--- START ---

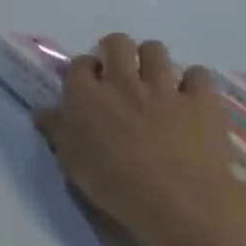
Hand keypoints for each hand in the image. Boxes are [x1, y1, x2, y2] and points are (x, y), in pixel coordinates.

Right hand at [33, 34, 245, 245]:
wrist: (179, 200)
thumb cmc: (114, 184)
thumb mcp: (71, 161)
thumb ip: (57, 131)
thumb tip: (43, 112)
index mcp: (84, 96)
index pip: (80, 64)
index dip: (84, 70)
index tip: (88, 84)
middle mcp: (121, 82)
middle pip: (118, 44)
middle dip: (115, 49)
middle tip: (118, 69)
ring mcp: (164, 89)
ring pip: (155, 50)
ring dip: (151, 58)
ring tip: (153, 77)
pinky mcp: (202, 101)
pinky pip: (198, 74)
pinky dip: (193, 80)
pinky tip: (190, 94)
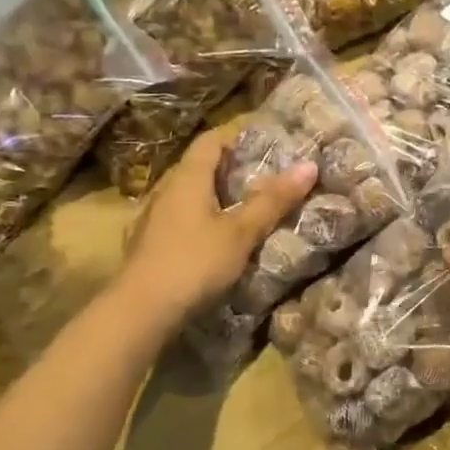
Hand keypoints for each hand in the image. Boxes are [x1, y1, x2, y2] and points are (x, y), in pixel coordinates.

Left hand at [121, 128, 316, 327]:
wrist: (140, 311)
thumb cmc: (195, 262)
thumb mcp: (241, 232)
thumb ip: (273, 200)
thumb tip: (309, 165)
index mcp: (188, 179)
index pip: (210, 141)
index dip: (236, 138)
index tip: (264, 146)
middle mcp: (165, 191)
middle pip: (198, 168)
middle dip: (229, 170)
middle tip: (264, 180)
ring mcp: (151, 219)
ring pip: (186, 197)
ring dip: (213, 198)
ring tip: (243, 211)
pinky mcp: (147, 246)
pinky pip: (177, 221)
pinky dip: (199, 222)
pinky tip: (212, 241)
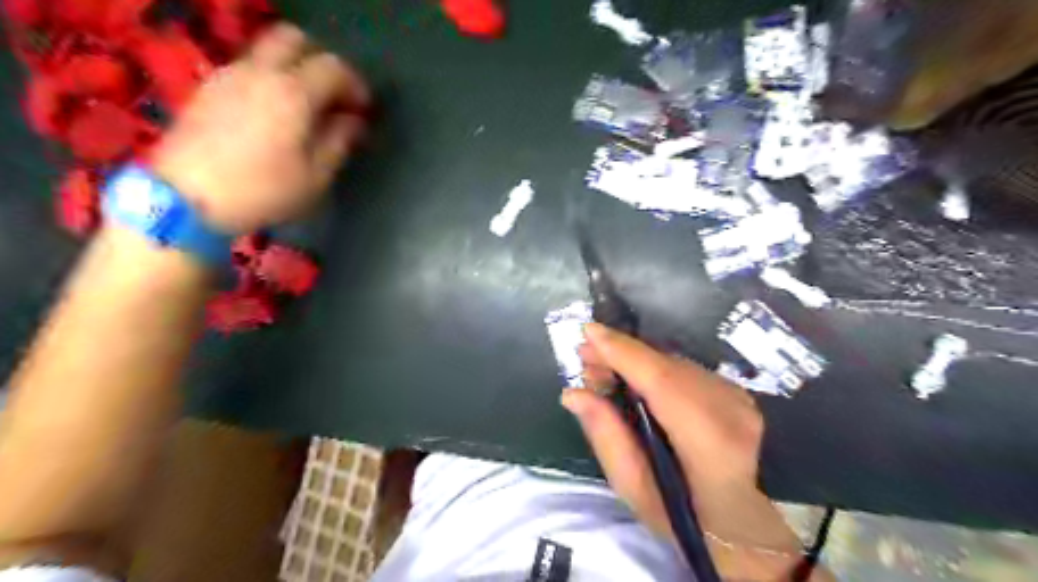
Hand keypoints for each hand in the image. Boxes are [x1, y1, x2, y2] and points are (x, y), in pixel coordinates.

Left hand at [150, 23, 367, 232]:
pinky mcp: (208, 88)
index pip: (333, 67)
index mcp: (294, 93)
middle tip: (332, 94)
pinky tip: (273, 113)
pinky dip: (268, 79)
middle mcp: (260, 72)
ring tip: (304, 106)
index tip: (362, 110)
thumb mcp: (315, 176)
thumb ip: (339, 142)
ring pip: (267, 51)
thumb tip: (353, 122)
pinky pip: (246, 68)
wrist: (186, 198)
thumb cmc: (263, 190)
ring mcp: (229, 76)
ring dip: (292, 69)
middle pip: (294, 39)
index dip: (355, 85)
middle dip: (319, 61)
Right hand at [564, 323, 764, 536]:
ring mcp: (738, 398)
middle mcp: (730, 410)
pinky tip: (632, 376)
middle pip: (666, 365)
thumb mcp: (634, 488)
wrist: (743, 523)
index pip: (662, 382)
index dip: (624, 353)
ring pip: (675, 362)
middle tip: (584, 355)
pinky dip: (654, 366)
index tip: (589, 332)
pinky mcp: (737, 391)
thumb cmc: (684, 515)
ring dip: (635, 359)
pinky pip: (685, 369)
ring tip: (602, 367)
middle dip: (622, 353)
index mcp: (710, 443)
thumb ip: (606, 436)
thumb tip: (573, 393)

--- END ---

Give back the whole listing exactly; no pictures.

▸ TASK SOLUTION:
Hand keypoints for each hand in the image. Boxes are [x1, y1, x2, y2] and points are (x, y), in pixel coordinates.

Right hand at [33, 34, 245, 245]:
wrist: (179, 200)
thumb cmc: (114, 184)
thumb mcp: (71, 161)
thumb ip: (57, 131)
thumb tip: (43, 112)
index mcp: (84, 96)
index pip: (80, 64)
index dip: (84, 70)
index tip: (88, 84)
middle mcp: (121, 82)
middle pip: (118, 44)
middle dip: (115, 49)
middle tip: (118, 69)
ring mcp: (164, 89)
ring pip: (155, 50)
ring dip: (151, 58)
ring tip: (153, 77)
pinky mcp: (202, 101)
pinky pip: (198, 74)
pinky dip: (193, 80)
pinky tip: (190, 94)
Hand keypoints for each hand in the image. Boxes are [x1, y1, x2, y2] and points are (x, y), in pixel coordinates.

Left hand at [121, 128, 316, 327]:
wrist: (140, 311)
thumb cmc: (195, 262)
thumb mcp: (241, 232)
thumb ip: (273, 200)
thumb tip: (309, 165)
index mcp: (188, 179)
index pip: (210, 141)
index dip: (236, 138)
index tip: (264, 146)
middle mcp: (165, 191)
middle pip: (198, 168)
middle dip: (229, 170)
middle tip: (264, 180)
ring mcp: (151, 219)
ring pip: (186, 197)
ring dip: (213, 198)
ring tip: (243, 211)
pinky mcp: (147, 246)
pinky pip: (177, 221)
pinky dip: (199, 222)
pinky tip: (212, 241)
Hand keypoints for each hand in the image. Boxes are [x1, y1, x2, y2] and points are (x, y), in pixel coordinates.

Left hand at [150, 23, 367, 232]:
pinky mcp: (208, 88)
index pip: (333, 67)
index mcp: (294, 93)
middle tip: (332, 94)
pinky tip: (273, 113)
pinky dip: (268, 79)
middle mcp: (260, 72)
ring tip: (304, 106)
index tip: (362, 110)
thumb mcp: (315, 176)
thumb ip: (339, 142)
ring pip: (267, 51)
thumb tip: (353, 122)
pinky pip: (246, 68)
wrist: (186, 198)
thumb cmc: (263, 190)
ring mcp: (229, 76)
ring dip: (292, 69)
middle pip: (294, 39)
index dip: (355, 85)
middle dip: (319, 61)
Right hand at [564, 323, 764, 536]:
ring mcp: (738, 398)
middle mcp: (730, 410)
pinky tip: (632, 376)
middle pip: (666, 365)
thumb mcp: (634, 488)
wrist: (743, 523)
index pip: (662, 382)
index dip: (624, 353)
ring pip: (675, 362)
middle tip: (584, 355)
pinky dip: (654, 366)
index tip: (589, 332)
pinky mcp: (737, 391)
thumb cmc: (684, 515)
ring dip: (635, 359)
pinky pip: (685, 369)
ring tip: (602, 367)
middle dip: (622, 353)
index mcp: (710, 443)
thumb ip: (606, 436)
thumb tip: (573, 393)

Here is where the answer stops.